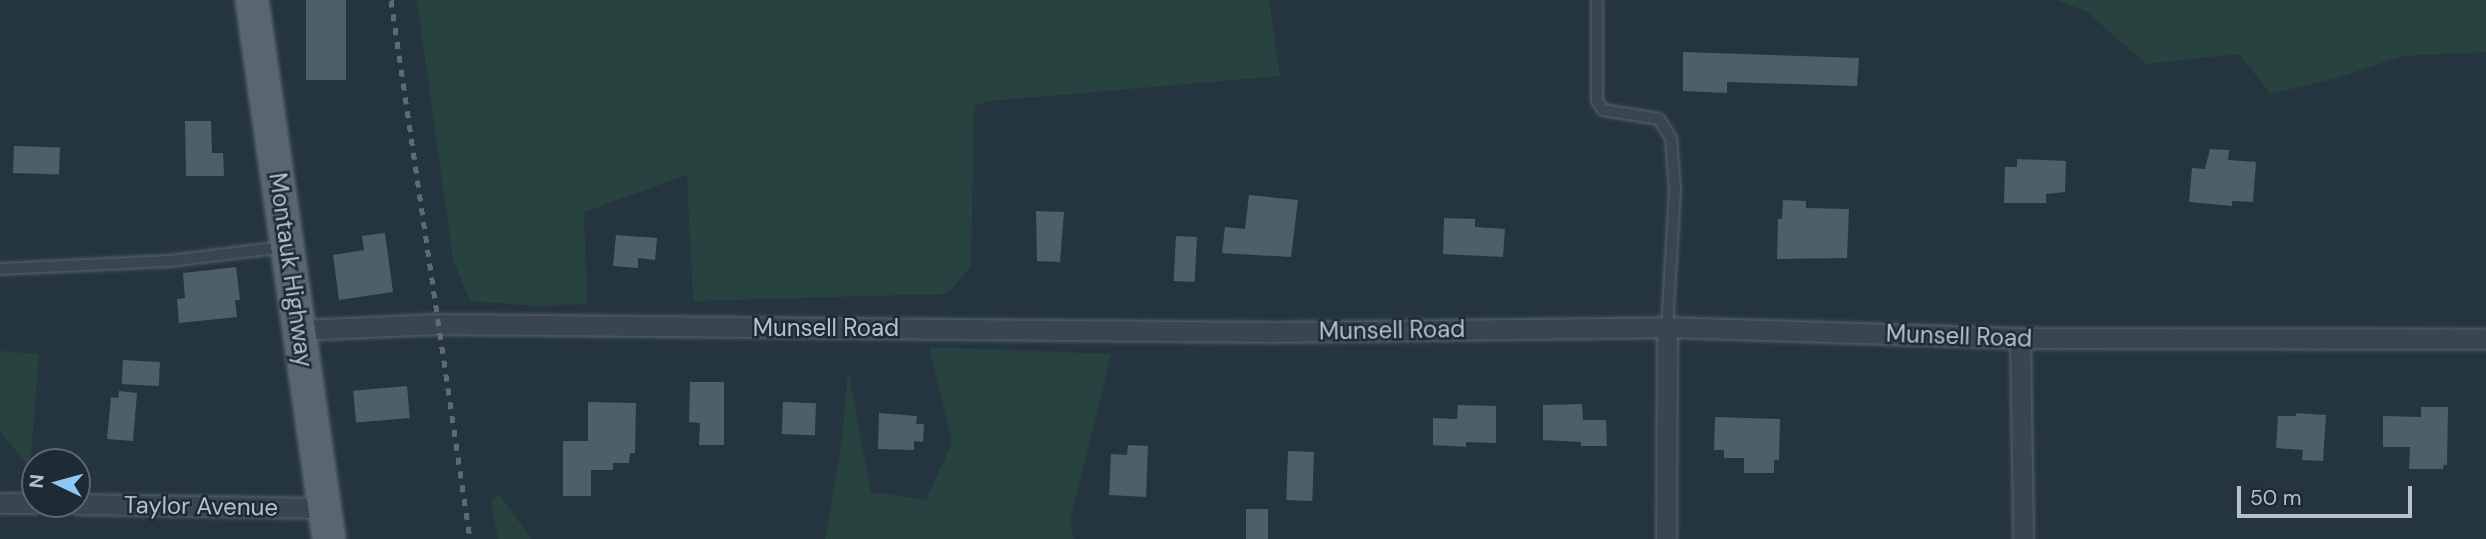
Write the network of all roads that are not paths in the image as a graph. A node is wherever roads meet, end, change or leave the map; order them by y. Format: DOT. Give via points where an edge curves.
graph roads {
  1 [pos="252,0"];
  2 [pos="1597,0"];
  3 [pos="288,247"];
  4 [pos="0,270"];
  5 [pos="1667,327"];
  6 [pos="299,330"];
  7 [pos="2020,338"];
  8 [pos="2486,340"];
  9 [pos="0,503"];
  10 [pos="21,503"];
  11 [pos="91,504"];
  12 [pos="325,508"];
  13 [pos="329,539"];
  14 [pos="1666,539"];
  15 [pos="2023,539"];
  1 -- 3 [label="main road, Montauk Highway"];
  2 -- 5 [label="lane" via="1597,101 1604,110 1659,119 1673,146"];
  3 -- 4 [label="lane" via="169,261"];
  3 -- 6 [label="main road, Montauk Highway"];
  5 -- 6 [label="street, Munsell Road" via="1265,332 426,324"];
  5 -- 7 [label="street, Munsell Road"];
  5 -- 14 [label="street"];
  6 -- 12 [label="main road, Montauk Highway"];
  7 -- 8 [label="street, Munsell Road"];
  7 -- 15 [label="street"];
  9 -- 10 [label="street"];
  11 -- 12 [label="street, Taylor Avenue"];
  12 -- 13 [label="main road, Montauk Highway"];
}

________________________

- _Work item_: Pictures omitted, give the entries again exactly.

- _Written answer_:
Write the network of all roads that are not paths in the image as a graph. A node is wherever roads meet, end, change or leave the map; order them by y. Format: DOT. Give via points where an edge curves.
graph roads {
  1 [pos="252,0"];
  2 [pos="1597,0"];
  3 [pos="288,247"];
  4 [pos="0,270"];
  5 [pos="1667,327"];
  6 [pos="299,330"];
  7 [pos="2020,338"];
  8 [pos="2486,340"];
  9 [pos="0,503"];
  10 [pos="21,503"];
  11 [pos="91,504"];
  12 [pos="325,508"];
  13 [pos="329,539"];
  14 [pos="1666,539"];
  15 [pos="2023,539"];
  1 -- 3 [label="main road, Montauk Highway"];
  2 -- 5 [label="lane" via="1597,101 1604,110 1659,119 1673,146"];
  3 -- 4 [label="lane" via="169,261"];
  3 -- 6 [label="main road, Montauk Highway"];
  5 -- 6 [label="street, Munsell Road" via="1265,332 426,324"];
  5 -- 7 [label="street, Munsell Road"];
  5 -- 14 [label="street"];
  6 -- 12 [label="main road, Montauk Highway"];
  7 -- 8 [label="street, Munsell Road"];
  7 -- 15 [label="street"];
  9 -- 10 [label="street"];
  11 -- 12 [label="street, Taylor Avenue"];
  12 -- 13 [label="main road, Montauk Highway"];
}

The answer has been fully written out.